### TASK OBJECTIVE
Each line in the listing below that contains "than" should be returned.

### EXERCISE MATERIALS
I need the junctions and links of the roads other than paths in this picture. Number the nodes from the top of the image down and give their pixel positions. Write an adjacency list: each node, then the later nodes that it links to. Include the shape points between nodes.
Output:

---

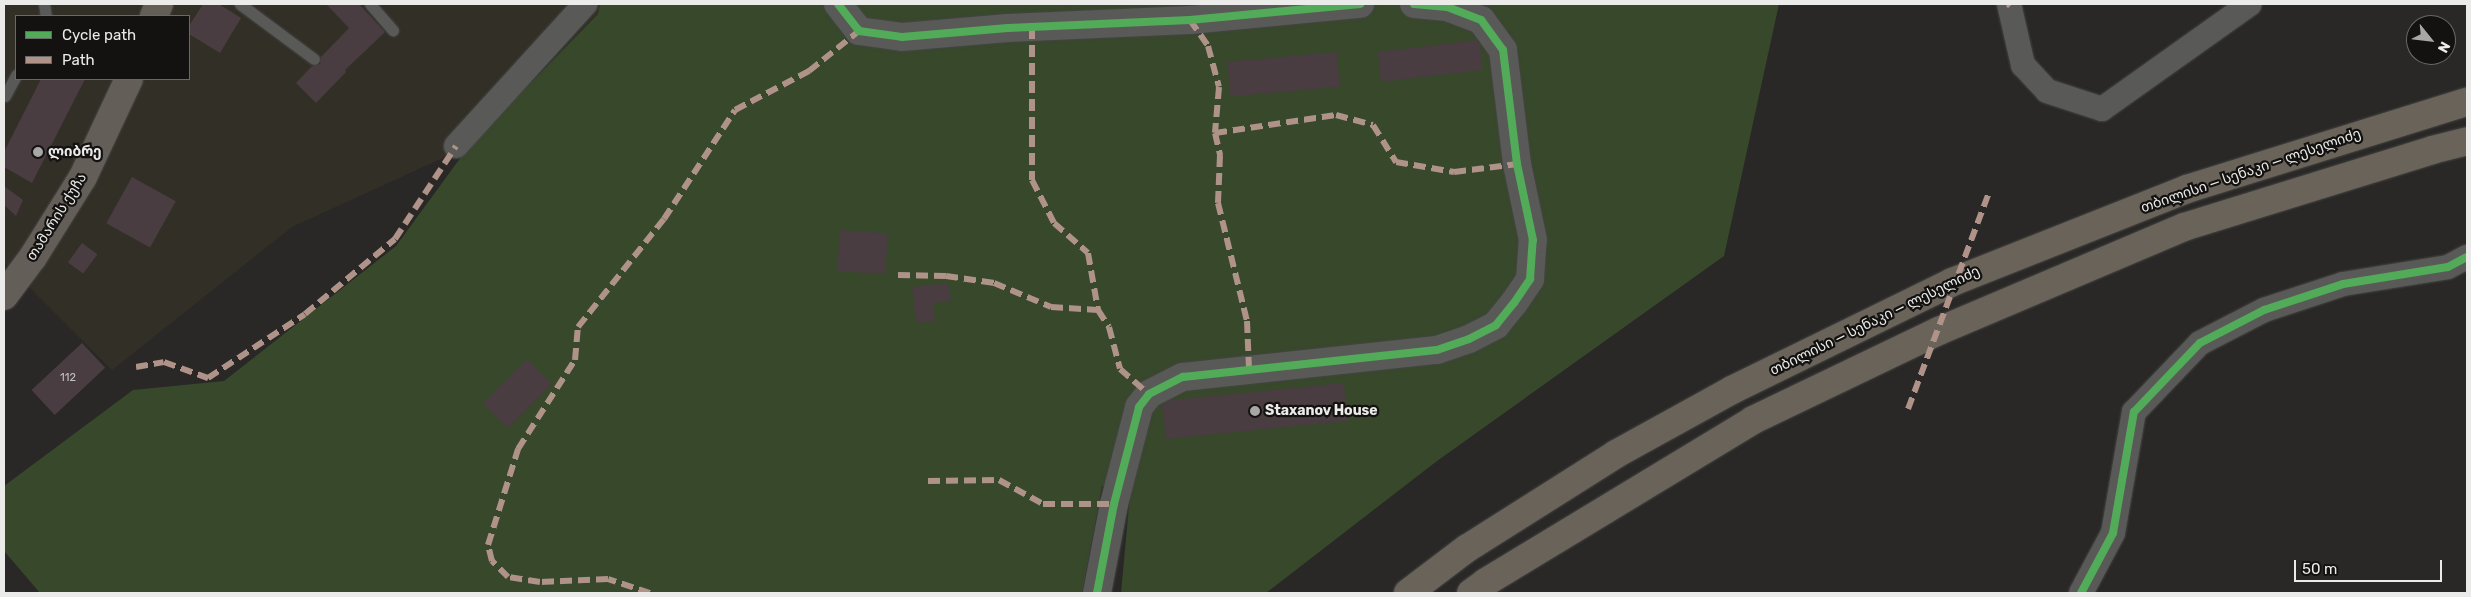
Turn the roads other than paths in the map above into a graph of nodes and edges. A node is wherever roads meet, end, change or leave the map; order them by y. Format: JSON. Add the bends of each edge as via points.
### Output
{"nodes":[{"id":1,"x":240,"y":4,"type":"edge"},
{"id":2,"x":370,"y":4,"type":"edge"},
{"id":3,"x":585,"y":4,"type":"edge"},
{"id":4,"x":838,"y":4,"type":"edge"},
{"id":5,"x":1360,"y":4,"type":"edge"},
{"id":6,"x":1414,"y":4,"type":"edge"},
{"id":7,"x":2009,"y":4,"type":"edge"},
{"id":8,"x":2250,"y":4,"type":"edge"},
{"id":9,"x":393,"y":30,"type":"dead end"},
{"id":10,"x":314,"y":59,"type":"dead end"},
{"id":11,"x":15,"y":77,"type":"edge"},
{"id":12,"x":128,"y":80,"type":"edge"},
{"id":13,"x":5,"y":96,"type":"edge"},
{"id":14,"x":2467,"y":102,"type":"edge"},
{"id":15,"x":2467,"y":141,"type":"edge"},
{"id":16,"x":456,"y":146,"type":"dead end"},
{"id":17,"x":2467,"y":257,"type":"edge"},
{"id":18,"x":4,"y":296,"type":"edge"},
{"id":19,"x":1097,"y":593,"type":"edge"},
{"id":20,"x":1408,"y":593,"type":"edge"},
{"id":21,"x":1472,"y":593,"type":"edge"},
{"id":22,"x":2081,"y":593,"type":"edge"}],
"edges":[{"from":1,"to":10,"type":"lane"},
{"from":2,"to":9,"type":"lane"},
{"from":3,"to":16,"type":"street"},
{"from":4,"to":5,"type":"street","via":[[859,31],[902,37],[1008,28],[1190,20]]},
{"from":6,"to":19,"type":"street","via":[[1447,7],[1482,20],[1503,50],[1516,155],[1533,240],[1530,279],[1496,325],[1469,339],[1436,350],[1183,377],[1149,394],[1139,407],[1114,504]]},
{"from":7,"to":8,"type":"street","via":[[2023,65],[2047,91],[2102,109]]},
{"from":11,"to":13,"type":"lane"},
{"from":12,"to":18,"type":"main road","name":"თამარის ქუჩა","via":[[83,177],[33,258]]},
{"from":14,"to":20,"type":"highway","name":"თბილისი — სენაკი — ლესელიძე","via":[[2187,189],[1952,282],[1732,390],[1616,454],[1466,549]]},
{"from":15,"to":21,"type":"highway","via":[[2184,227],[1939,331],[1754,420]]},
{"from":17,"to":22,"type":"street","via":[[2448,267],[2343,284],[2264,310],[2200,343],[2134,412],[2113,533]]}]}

### TASK OUTPUT
I need the junctions and links of the roads other than paths in this picture. Number the nodes from the top of the image down and give their pixel positions. Write an adjacency list: each node, then the later nodes that it links to. Include the shape points between nodes.
Turn the roads other than paths in the map above into a graph of nodes and edges. A node is wherever roads meet, end, change or leave the map; order them by y. Format: JSON. Add the bends of each edge as via points.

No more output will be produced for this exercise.